Но в шесть часов он совершенно автоматически включил телевизор. Главной темой вечернего выпуска новостей был, конечно, захват поезда подземки. Репортеры лезли из кожи вон, они даже затащили камеры под землю, чтобы показать сошедший с рельсов экспресс, поврежденный тоннель и развороченные пути. Затем они дали крупный план «участка тоннеля, где происходила перестрелка». Когда камера развернулась к тому месту, где упал Стивер, он вздрогнул, ожидая увидеть тела или, по крайней мере, следы крови. Там было слишком темно, чтобы разглядеть кровь, но тел не было. Потом, правда, камеры показали, как копы вытаскивали на носилках три накрытых брезентом тела. Его это не тронуло, даже тот факт, что среди них был и Райдер.
Потом последовали интервью с полицейскими «шишками», в том числе с самим комиссаром. Никто из них не отличался словоохотливостью, кроме того, что каждый счел своим долгом окрестить произошедшее «мерзким преступлением». Отвечая на вопрос репортеров о сбежавшем налетчике — и тут Лонгмен почувствовал, как по всему телу прокатилась горячая липкая волна, —комиссар сказал, что пока им только известно, что он сбежал через аварийный выход. Когда, он это говорил, камеры показывали выход снаружи — со стороны улицы — и изнутри, со ступеней лестницы. Комиссар добавил, что управление еще не идентифицировало личности трех убитых налетчиков, двое из которых были убиты наповал, а третий, получивший выстрел в спину, умер через несколько минут после того, как полиция обнаружила его. Его пытались допросить, но отвечать он не мог, поскольку у него, помимо прочего, был парализован речевой центр.
Какими зацепками, ведущими к сбежавшему налетчику, располагала полиция? Шеф городской полиции кратко ответил, что в розыске задействовано большое число детективов и для поимки преступника потребуется масса усилий. Репортер телевидения не отставал: преступники были прекрасно знакомы с функционированием подземки, не может ли это стать серьезной зацепкой? Шеф резко ответил, что управление действует по хорошо отработанной методике полицейского дознания и он надеется в ближайшем будущем сообщить о достигнутом.

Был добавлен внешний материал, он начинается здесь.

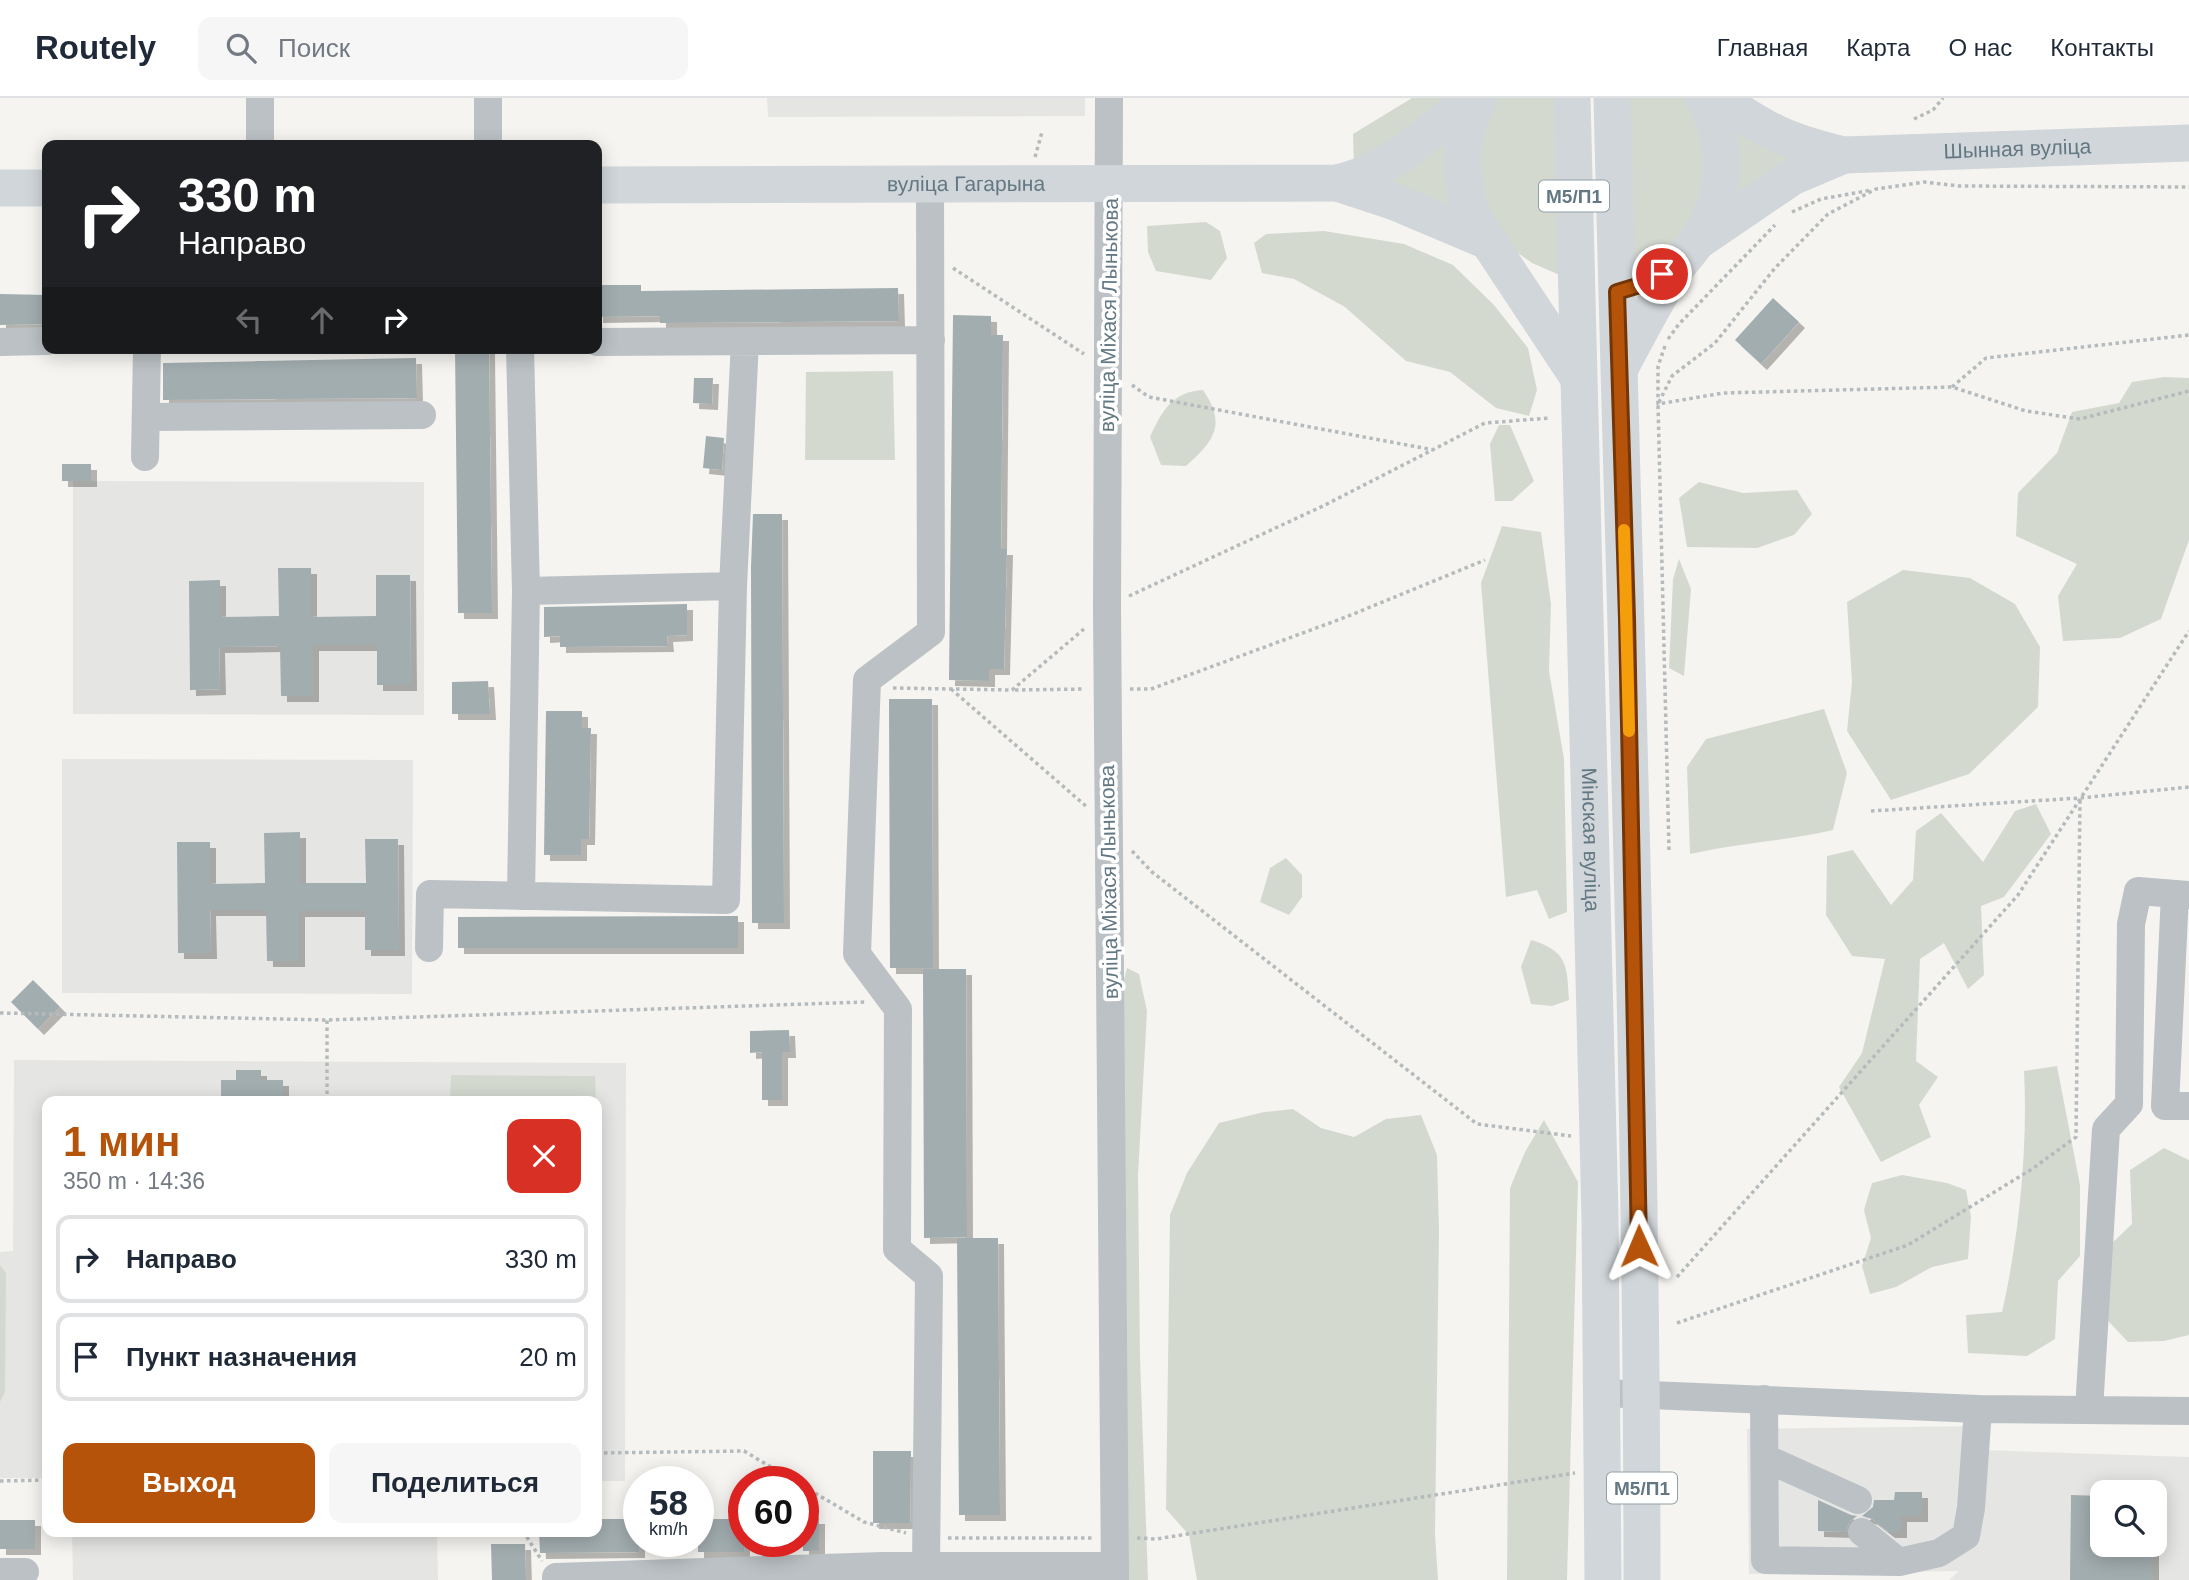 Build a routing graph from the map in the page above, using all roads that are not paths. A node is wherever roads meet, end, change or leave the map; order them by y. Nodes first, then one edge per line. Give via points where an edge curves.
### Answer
1 (260, 98) edge
2 (488, 98) edge
3 (1109, 98) edge
4 (1473, 98) edge
5 (1479, 98) edge
6 (1572, 98) edge
7 (1612, 98) edge
8 (1704, 98) edge
9 (1719, 98) edge
10 (260, 140) edge
11 (488, 140) edge
12 (2189, 143) edge
13 (1844, 155) junction
14 (1336, 183) junction
15 (930, 184) junction
16 (1111, 184) junction
17 (602, 185) edge
18 (0, 188) edge
19 (42, 188) edge
20 (1494, 250) junction
21 (1690, 250) junction
22 (1617, 292) junction
23 (1576, 293) junction
24 (931, 340) junction
25 (42, 341) edge
26 (745, 341) junction
27 (0, 342) edge
28 (602, 342) edge
29 (147, 354) edge
30 (520, 354) edge
31 (1618, 373) junction
32 (1578, 378) junction
33 (422, 415) dead end
34 (146, 417) junction
35 (145, 457) dead end
36 (733, 586) junction
37 (526, 591) junction
38 (2182, 895) edge
39 (521, 896) junction
40 (429, 948) dead end
41 (2129, 1104) junction
42 (2177, 1106) edge
43 (1603, 1393) junction
44 (1642, 1396) junction
45 (1764, 1399) junction
46 (1978, 1409) junction
47 (2089, 1410) junction
48 (2189, 1411) edge
49 (1765, 1458) junction
50 (1858, 1500) dead end
51 (1862, 1532) dead end
52 (926, 1553) junction
53 (1115, 1561) edge
54 (1899, 1562) junction
55 (883, 1573) edge
56 (699, 1576) edge
57 (556, 1578) edge
58 (1603, 1580) edge
59 (1642, 1580) edge

1 - 10 street
2 - 11 street
3 - 16 street, вуліца Міхася Лынькова
4 - 14 main road, вуліца Гагарына via 1419,141
5 - 20 main road via 1463,138 1461,164 1472,217
6 - 23 main road, Мінская вуліца / М5/П1
7 - 22 main road, Мінская вуліца / М5/П1
8 - 21 main road via 1717,127 1721,186 1712,215
9 - 13 main road, Шынная вуліца via 1760,129
12 - 13 main road, Шынная вуліца
13 - 21 main road, Шынная вуліца via 1792,177
14 - 16 main road, вуліца Гагарына
14 - 20 main road, вуліца Гагарына via 1395,202
15 - 16 main road, вуліца Гагарына
15 - 17 main road, вуліца Гагарына
15 - 24 street
16 - 53 street, вуліца Міхася Лынькова via 1107,608
18 - 19 main road
20 - 23 main road, вуліца Гагарына via 1538,282
20 - 32 main road
21 - 22 main road, Шынная вуліца via 1640,285
21 - 31 main road via 1649,312
22 - 23 main road, вуліца Гагарына
22 - 31 main road, Мінская вуліца / М5/П1
23 - 32 main road, Мінская вуліца / М5/П1
24 - 26 street
24 - 52 street via 931,632 867,680 858,954 898,1009 897,1249 929,1276
25 - 27 street
26 - 28 street
26 - 36 street
29 - 34 street
30 - 37 street
31 - 44 main road, Мінская вуліца / М5/П1
32 - 43 main road, Мінская вуліца / М5/П1
33 - 34 street
34 - 35 street
36 - 37 street
36 - 39 street via 726,901
37 - 39 street
38 - 41 street via 2138,891 2131,924
38 - 42 street
39 - 40 street via 430,894
41 - 42 street
41 - 47 street via 2106,1129
43 - 44 street
43 - 58 main road, Мінская вуліца / М5/П1
44 - 45 street
44 - 59 main road, Мінская вуліца / М5/П1
45 - 46 street
45 - 49 street
46 - 47 street
46 - 54 street via 1966,1535 1939,1552
47 - 48 street
49 - 50 street
49 - 54 street via 1765,1560
51 - 54 street
52 - 53 street
52 - 55 street
55 - 56 street
56 - 57 street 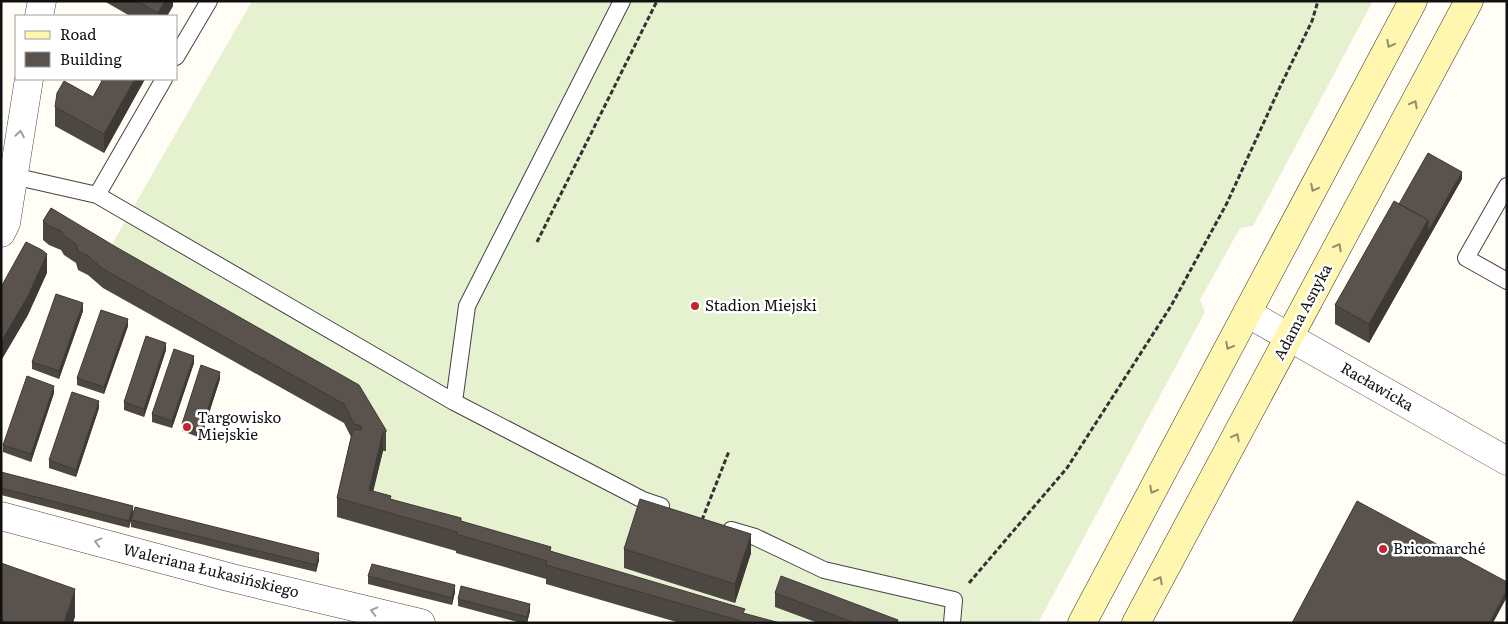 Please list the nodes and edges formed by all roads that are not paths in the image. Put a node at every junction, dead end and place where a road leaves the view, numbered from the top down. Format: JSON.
{"nodes":[{"id":1,"x":42,"y":1,"type":"edge"},
{"id":2,"x":209,"y":1,"type":"edge"},
{"id":3,"x":622,"y":1,"type":"edge"},
{"id":4,"x":1413,"y":1,"type":"edge"},
{"id":5,"x":1469,"y":1,"type":"edge"},
{"id":6,"x":39,"y":15,"type":"edge"},
{"id":7,"x":178,"y":55,"type":"edge"},
{"id":8,"x":29,"y":80,"type":"edge"},
{"id":9,"x":163,"y":80,"type":"edge"},
{"id":10,"x":13,"y":176,"type":"junction"},
{"id":11,"x":1507,"y":186,"type":"edge"},
{"id":12,"x":97,"y":195,"type":"junction"},
{"id":13,"x":1,"y":233,"type":"edge"},
{"id":14,"x":1507,"y":281,"type":"edge"},
{"id":15,"x":1247,"y":313,"type":"junction"},
{"id":16,"x":1290,"y":336,"type":"junction"},
{"id":17,"x":454,"y":402,"type":"junction"},
{"id":18,"x":1507,"y":461,"type":"edge"},
{"id":19,"x":676,"y":512,"type":"edge"},
{"id":20,"x":1,"y":516,"type":"edge"},
{"id":21,"x":702,"y":520,"type":"edge"},
{"id":22,"x":421,"y":623,"type":"edge"},
{"id":23,"x":952,"y":623,"type":"edge"},
{"id":24,"x":1082,"y":623,"type":"edge"},
{"id":25,"x":1136,"y":623,"type":"edge"}],
"edges":[{"from":1,"to":6,"type":"street"},
{"from":2,"to":7,"type":"lane"},
{"from":3,"to":17,"type":"lane"},
{"from":4,"to":15,"type":"main road","one_way":true},
{"from":16,"to":5,"type":"main road","name":"Adama Asnyka","one_way":true},
{"from":10,"to":8,"type":"street","one_way":true},
{"from":9,"to":12,"type":"lane"},
{"from":10,"to":12,"type":"lane"},
{"from":10,"to":13,"type":"street"},
{"from":11,"to":14,"type":"lane"},
{"from":12,"to":17,"type":"lane"},
{"from":15,"to":16,"type":"street","name":"Racławicka"},
{"from":15,"to":24,"type":"main road","one_way":true},
{"from":16,"to":18,"type":"street","name":"Racławicka"},
{"from":25,"to":16,"type":"main road","name":"Adama Asnyka","one_way":true},
{"from":17,"to":19,"type":"lane"},
{"from":22,"to":20,"type":"street","name":"Waleriana Łukasińskiego","one_way":true},
{"from":21,"to":23,"type":"lane"}]}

Лонгмена снова обдала волна горячего пота, однако он заметил сардонически приподнятые брови репортера, и ему немного полегчало.
Несомненно, они проработают дела всех бывших сотрудников Управления городского транспорта. Райдер предупреждал об этом. Тогда он впервые сильно испугался.
— Им меня не найти, — торопливо сказал он. — Я отсижусь у тебя.
— Наоборот, ты должен быть дома, — ответил Райдер. — Любое отклонение от обычного распорядка дня вызовет у них подозрение.
— Я отработаю алиби.
Райдер покачал головой.
— Тех, у кого есть алиби, они будут трясти гораздо тщательнее, чем тех, у которых алиби нет вообще. У большинства людей, которых они будут опрашивать, никакого алиби не будет, и ты затеряешься в массе. Просто скажешь, что часть дня гулял, потом читал или вздремнул, а главное, не указывай времени, когда ты занимался тем или иным.
— Я еще поприкину, что им сказать.
— Не надо. Я не хочу, чтобы ты репетировал, даже думал об этом.
— Но я ведь могу сказать, что услышал об этом по радио и был потрясен…
— Нет. Не следует показывать свою добродетельность. Им твое мнение вообще не интересно. Они будут проверять сотни людей — на всякий случай. Помни, что ты всего-навсего один из длинного списка имен.